弁護士会ブログ

ドラマ仕立てでいきましょう


  コラムの担当者になったものの、特段変化のない生活をしているので困ってしまった。
  しかし先日、久しぶりに映画館で映画を見た。「007」である。このシリーズを見たのは初めてであったが非常に良かった。映画「トランスポーター」シリーズ、「ダイハード」シリーズが好きな私は、おでこが後退した中年男性に中毒気味である。

  さて、こういう「ハードボイルド系」映画を見ると、映画館を出た直後、男性は自分までハードボイルドの主人公になったような気分になると聞く。女性が「セックスアンドザシティ」などの所謂「オシャレ女子系」映画を見ると、モデル歩きで河原町通りを闊歩したくなるのと同じである。
  しかし、ここは河原町通りである。マンハッタンでもなければイエローキャブも走っていない。いつも通りの風景の中、いつも通りのバスに乗り、家に帰って冴えないジャージに着替え、愛する駄犬とごろごろする。それが京都市在住の私の日常である。そんな生活に不満はないものの、フェイスブックを日曜の夜に閲覧すると、多くの知人が、やれドライブだのやれ海外旅行だのと充実した週末を披露しており、自分と比較してたまに落ち込んだりもする。

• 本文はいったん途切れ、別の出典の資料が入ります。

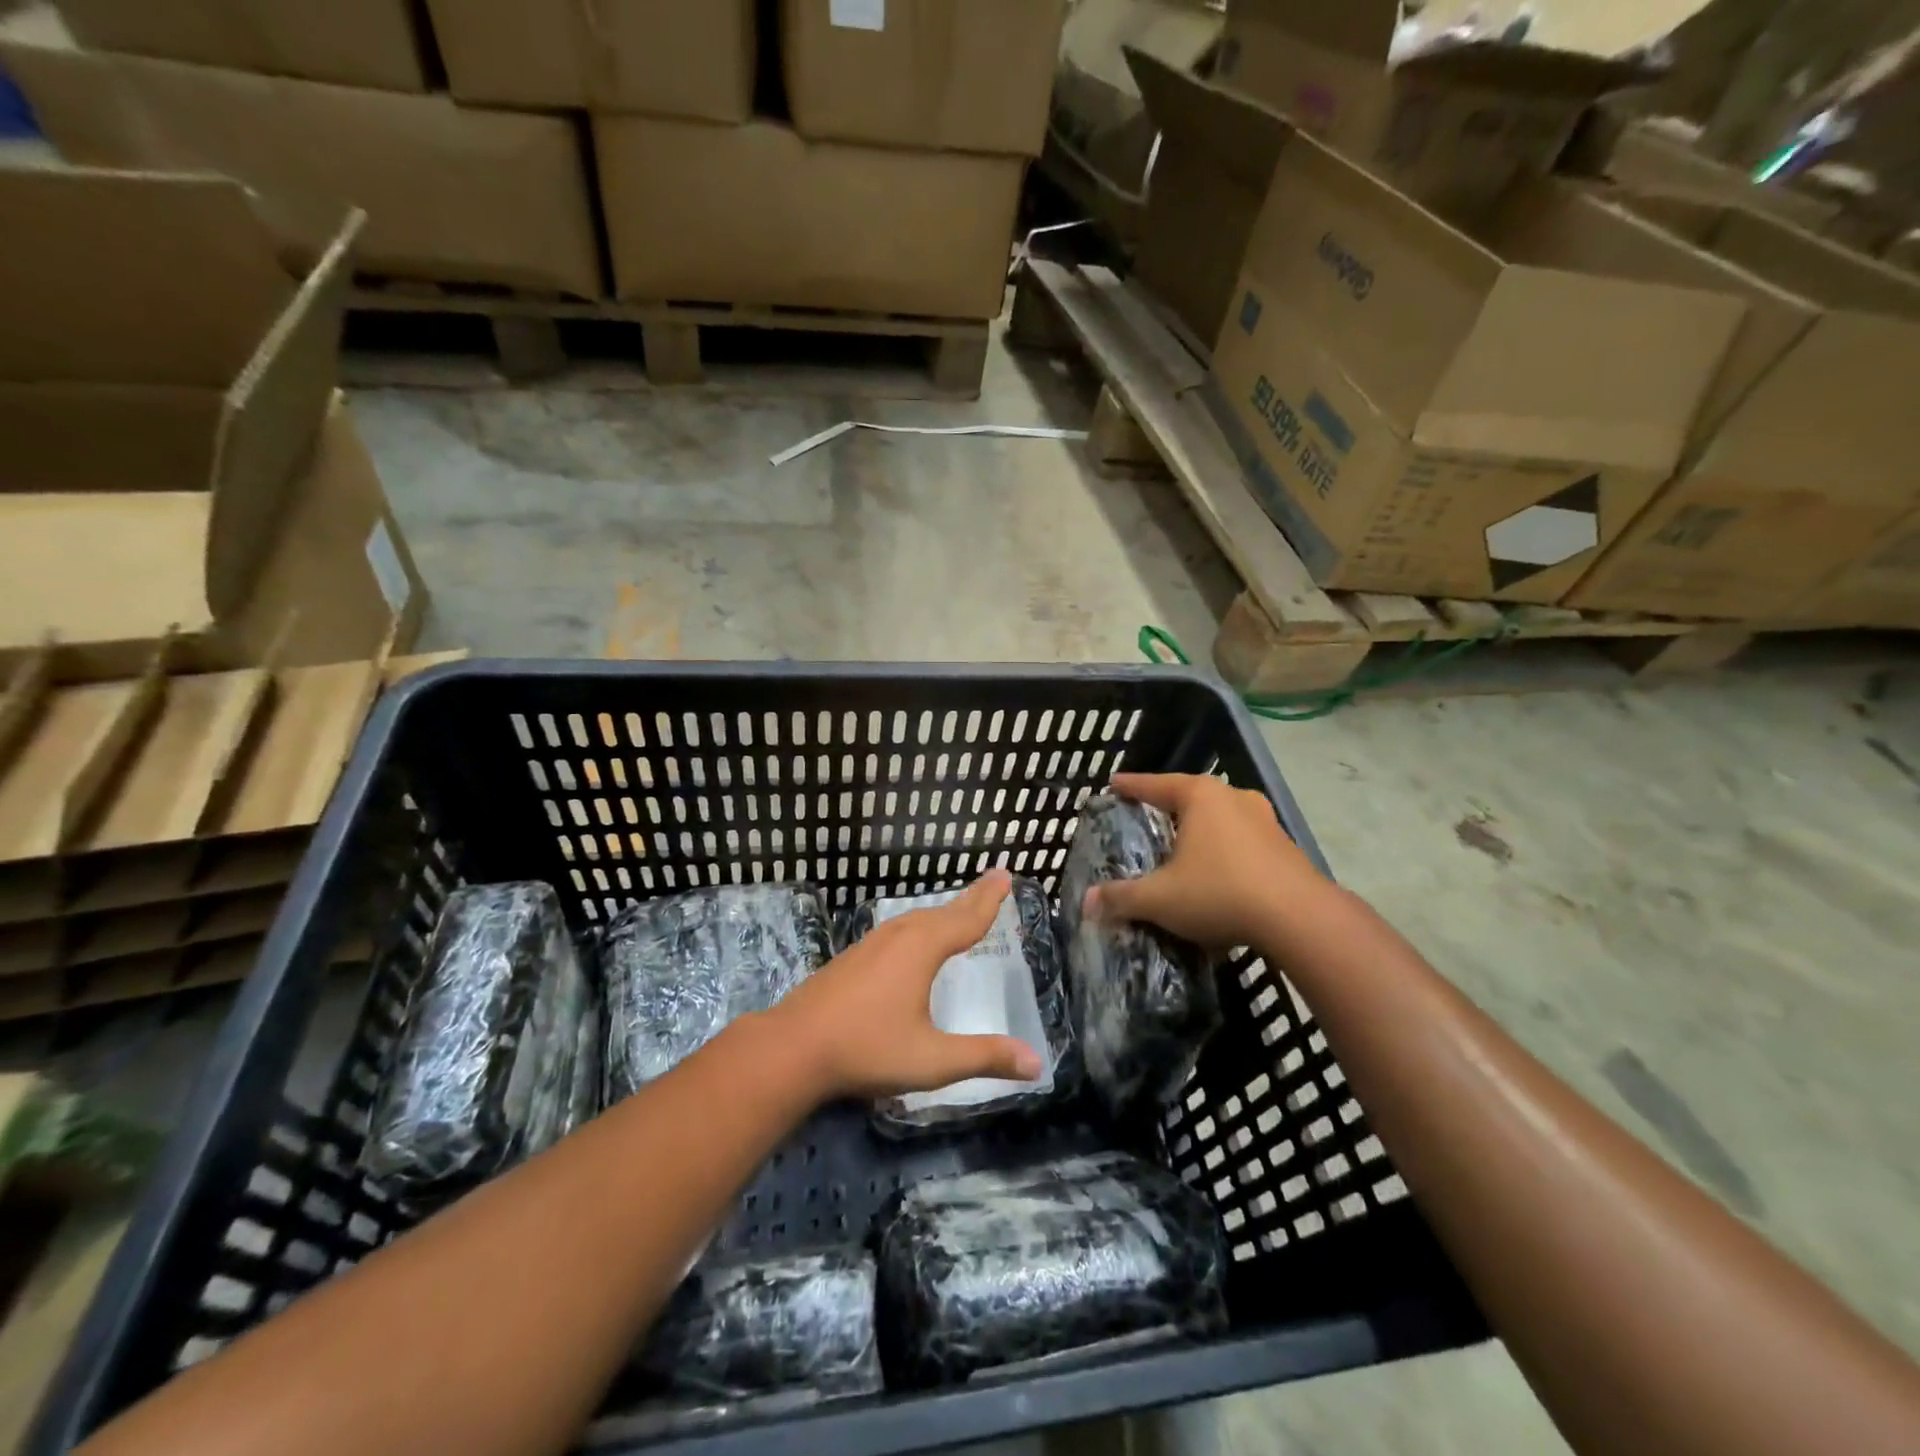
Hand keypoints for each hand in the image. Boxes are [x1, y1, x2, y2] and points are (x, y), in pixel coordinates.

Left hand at [769, 870, 1043, 1101]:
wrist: (792, 1047)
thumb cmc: (867, 1049)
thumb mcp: (932, 1060)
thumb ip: (984, 1057)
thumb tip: (1037, 1062)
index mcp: (922, 949)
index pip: (966, 919)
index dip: (989, 899)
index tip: (1005, 875)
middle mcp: (899, 936)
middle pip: (943, 912)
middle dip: (970, 898)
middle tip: (993, 880)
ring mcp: (871, 943)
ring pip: (916, 918)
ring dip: (943, 912)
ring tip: (960, 909)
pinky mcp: (852, 956)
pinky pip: (898, 929)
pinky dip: (920, 925)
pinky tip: (913, 939)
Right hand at [1083, 773, 1327, 950]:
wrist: (1300, 919)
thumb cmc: (1220, 892)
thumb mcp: (1160, 898)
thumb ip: (1122, 897)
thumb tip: (1087, 902)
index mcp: (1200, 797)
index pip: (1155, 784)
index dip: (1131, 786)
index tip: (1113, 783)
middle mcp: (1233, 798)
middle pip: (1191, 796)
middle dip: (1168, 805)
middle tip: (1147, 815)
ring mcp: (1265, 821)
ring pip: (1221, 817)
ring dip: (1201, 828)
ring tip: (1183, 843)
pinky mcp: (1285, 847)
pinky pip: (1242, 840)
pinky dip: (1224, 849)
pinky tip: (1217, 871)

  ところが先日乗ったタクシーの運転手が、京都はドラマの舞台みたいでわくわくしますねーと話しかけてきた。彼は昨年京都に旅行に来た際、あまりにも町がステキだったので、脱サラして京都に移り住んだそうだ。京都で暮らしている人がドラマの登場人物に見えてうらやましくなったと言っていた。今はただ生活していること自体が楽しいのだそうだ。
  なかなか思い切ったことをする人だと感心したが、それ以上に、自分にとって何でもないと思ってきた生活も、人によってはドラマ仕立てに見えることに感心した。
  私はタクシーを降りてコンビニでお茶を買い警察署に向かったが、こんなワンシーンも彼の目にはドラマ仕立てに見えるのだろうか。京都在住というスペック一つでドラマのヒロイン気分が味わえるとは、なんとありがたい。確かにコンビニでおにぎりを買う行為も、竹内結子がやれば立派なドラマのワンシーンである。私がやったところで絵的に美しくないが、そこを恨んでは五体満足に生んでくれた親に申し訳ないので良しとしよう。

  皆さんは、自分をドラマの主人公のように感じたことはあるだろうか。
  常々そんなことを意識しながら生きているのは自意識過剰のきらいがあるが、たまにはそんな風に思って過ごすのもいいのかもしれない。自分の生活をつまらないとぼやくよりずっといい。職場と自宅を往復するのみの毎日も大いに結構、掃除機をかけて洗濯物を片付けるだけの土曜日も、大いに結構だ。
  裏を返せば、ドラマみたいで羨ましいと思っている生活も、当人からすればたいしたことはないのかもしれない。ジェームズボンドやキャリーブラッドショーも、「○○さんはいいなー、毎日充実してて・・・。」などとぼやいているのかもしれない。